** Raw data follows **

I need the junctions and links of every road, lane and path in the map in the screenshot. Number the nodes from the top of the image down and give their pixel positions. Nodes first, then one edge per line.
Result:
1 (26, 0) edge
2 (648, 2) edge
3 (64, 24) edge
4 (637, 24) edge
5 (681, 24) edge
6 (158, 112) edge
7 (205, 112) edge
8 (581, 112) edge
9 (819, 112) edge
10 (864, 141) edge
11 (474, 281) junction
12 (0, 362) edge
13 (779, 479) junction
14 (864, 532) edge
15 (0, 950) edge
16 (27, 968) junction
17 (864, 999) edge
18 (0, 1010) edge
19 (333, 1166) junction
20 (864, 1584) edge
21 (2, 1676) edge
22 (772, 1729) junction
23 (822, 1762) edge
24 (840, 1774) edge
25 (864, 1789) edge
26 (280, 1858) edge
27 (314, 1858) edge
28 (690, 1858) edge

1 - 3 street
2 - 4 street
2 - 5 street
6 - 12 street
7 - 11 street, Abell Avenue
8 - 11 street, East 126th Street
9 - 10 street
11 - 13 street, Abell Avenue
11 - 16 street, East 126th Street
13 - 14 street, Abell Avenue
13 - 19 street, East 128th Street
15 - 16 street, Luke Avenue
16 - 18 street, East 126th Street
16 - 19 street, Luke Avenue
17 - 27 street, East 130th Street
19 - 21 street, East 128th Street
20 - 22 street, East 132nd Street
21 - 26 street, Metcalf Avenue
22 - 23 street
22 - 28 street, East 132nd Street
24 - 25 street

** End of Raw data **

Your instructions: Pick out the lines above that hold the string "Avenue" and show them.

Response for this exercise:
7 - 11 street, Abell Avenue
11 - 13 street, Abell Avenue
13 - 14 street, Abell Avenue
15 - 16 street, Luke Avenue
16 - 19 street, Luke Avenue
21 - 26 street, Metcalf Avenue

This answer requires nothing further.